Synthesis, in Vitro Activity, and Three-Dimensional Quantitative Structure−Activity Relationship of Novel Hydrazine Inhibitors of Human Vascular Adhesion Protein-1
journal contributionposted on 09.09.2010, 00:00 by Elisa M. Nurminen, Marjo Pihlavisto, László Lázár, Zsolt Szakonyi, Ulla Pentikäinen, Ferenc Fülöp, Olli T. Pentikäinen
Vascular adhesion protein-1 (VAP-1) belongs to the semicarbazide-sensitive amine oxidases (SSAOs) that convert amines into aldehydes. SSAOs are distinct from the mammalian monoamine oxidases (MAOs), but their substrate specificities are partly overlapping. VAP-1 has been proposed as a target for anti-inflammatory drug therapy because of its role in leukocyte adhesion to endothelium. Here, we describe the synthesis and in vitro activities of novel series of VAP-1 selective inhibitors. In addition, the molecular dynamics simulations performed for VAP-1 reveal that the movements of Met211, Ser496, and especially Leu469 can enlarge the ligand-binding pocket, allowing larger ligands than those seen in the crystal structures to bind.
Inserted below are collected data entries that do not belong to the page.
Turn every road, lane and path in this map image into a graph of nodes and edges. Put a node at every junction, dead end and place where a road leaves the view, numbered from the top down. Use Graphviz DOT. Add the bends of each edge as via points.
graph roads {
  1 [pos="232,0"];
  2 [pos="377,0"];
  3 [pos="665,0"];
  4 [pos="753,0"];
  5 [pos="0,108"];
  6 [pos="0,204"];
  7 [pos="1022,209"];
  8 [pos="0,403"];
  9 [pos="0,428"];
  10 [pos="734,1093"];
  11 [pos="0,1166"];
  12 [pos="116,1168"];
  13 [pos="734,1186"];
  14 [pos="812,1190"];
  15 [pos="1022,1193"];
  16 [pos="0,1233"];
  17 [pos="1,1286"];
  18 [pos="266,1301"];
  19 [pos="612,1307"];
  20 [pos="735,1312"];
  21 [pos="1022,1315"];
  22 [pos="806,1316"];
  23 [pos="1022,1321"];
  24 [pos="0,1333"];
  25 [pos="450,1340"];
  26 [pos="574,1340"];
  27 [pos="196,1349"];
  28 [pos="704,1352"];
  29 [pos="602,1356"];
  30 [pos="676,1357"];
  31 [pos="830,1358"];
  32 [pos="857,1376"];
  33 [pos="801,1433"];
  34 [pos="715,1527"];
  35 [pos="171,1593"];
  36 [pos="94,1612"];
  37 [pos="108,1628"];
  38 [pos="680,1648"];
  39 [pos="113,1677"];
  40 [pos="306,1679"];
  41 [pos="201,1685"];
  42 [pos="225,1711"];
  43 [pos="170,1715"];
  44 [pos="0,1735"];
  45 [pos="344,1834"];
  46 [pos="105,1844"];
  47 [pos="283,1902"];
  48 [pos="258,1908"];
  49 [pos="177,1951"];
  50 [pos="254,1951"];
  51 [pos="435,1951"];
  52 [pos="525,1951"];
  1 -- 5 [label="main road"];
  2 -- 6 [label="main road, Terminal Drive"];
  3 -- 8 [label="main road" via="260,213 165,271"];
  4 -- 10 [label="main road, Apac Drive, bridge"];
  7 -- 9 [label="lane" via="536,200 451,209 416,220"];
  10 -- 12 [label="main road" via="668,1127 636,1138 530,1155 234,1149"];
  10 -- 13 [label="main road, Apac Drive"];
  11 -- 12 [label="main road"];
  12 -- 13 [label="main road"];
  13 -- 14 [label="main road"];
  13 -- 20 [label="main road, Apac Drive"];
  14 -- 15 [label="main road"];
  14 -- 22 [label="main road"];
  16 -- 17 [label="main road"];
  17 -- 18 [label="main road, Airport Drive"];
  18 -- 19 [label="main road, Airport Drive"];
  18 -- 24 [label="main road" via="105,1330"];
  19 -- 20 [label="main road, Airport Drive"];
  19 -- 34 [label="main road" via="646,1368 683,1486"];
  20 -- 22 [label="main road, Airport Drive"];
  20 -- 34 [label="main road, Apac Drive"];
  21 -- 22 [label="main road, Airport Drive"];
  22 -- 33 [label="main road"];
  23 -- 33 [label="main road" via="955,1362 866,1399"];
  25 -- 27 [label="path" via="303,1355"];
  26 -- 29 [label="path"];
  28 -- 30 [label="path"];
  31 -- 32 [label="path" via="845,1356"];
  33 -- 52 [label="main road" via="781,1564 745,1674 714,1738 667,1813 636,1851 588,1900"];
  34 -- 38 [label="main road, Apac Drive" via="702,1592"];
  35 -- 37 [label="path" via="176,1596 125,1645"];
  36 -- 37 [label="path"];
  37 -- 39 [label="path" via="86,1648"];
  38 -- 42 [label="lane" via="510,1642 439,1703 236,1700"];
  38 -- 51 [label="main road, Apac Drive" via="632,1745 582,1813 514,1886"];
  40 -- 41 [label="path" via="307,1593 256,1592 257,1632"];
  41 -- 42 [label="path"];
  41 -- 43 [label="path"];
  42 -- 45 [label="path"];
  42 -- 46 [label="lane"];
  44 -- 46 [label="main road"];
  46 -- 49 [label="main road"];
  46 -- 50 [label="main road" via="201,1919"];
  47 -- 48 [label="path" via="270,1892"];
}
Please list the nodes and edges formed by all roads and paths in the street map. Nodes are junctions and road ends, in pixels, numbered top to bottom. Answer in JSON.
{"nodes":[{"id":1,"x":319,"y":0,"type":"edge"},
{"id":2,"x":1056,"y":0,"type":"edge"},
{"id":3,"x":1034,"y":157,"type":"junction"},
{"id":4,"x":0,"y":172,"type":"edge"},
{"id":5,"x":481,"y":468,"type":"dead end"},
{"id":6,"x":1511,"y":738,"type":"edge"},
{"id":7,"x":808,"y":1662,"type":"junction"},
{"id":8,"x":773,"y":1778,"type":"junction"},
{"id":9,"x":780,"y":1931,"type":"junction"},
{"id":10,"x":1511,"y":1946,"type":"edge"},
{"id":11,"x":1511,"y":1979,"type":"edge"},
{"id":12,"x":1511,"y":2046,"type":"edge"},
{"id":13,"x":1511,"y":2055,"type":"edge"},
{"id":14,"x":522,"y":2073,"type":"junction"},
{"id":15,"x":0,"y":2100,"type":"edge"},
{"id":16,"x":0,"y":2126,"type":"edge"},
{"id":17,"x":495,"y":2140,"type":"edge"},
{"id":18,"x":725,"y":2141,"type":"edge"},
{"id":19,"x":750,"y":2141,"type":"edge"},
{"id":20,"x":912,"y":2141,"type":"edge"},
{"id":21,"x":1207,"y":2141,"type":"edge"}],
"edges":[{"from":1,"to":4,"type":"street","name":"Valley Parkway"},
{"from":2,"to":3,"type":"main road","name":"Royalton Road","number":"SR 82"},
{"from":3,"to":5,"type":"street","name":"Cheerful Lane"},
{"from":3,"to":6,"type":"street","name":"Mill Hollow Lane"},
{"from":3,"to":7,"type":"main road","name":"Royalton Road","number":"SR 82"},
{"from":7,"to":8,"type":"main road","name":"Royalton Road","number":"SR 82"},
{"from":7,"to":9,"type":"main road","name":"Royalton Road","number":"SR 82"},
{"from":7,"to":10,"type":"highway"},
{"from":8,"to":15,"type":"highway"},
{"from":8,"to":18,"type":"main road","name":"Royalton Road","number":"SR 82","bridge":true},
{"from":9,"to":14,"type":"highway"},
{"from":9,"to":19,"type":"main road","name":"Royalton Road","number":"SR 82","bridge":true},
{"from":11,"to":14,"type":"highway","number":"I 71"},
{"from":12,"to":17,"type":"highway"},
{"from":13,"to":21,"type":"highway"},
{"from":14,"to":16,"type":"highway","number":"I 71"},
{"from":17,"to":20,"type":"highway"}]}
Combining the data from molecular dynamics simulations, docking, and in vitro measurements, the three-dimensional quantitative structure−activity relationship (3D QSAR) models for VAP-1 (q2LOO: 0.636; r2: 0.828) and MAOs (q2LOO: 0.749, r2: 0.840) were built and employed in the development of selective VAP-1 inhibitors.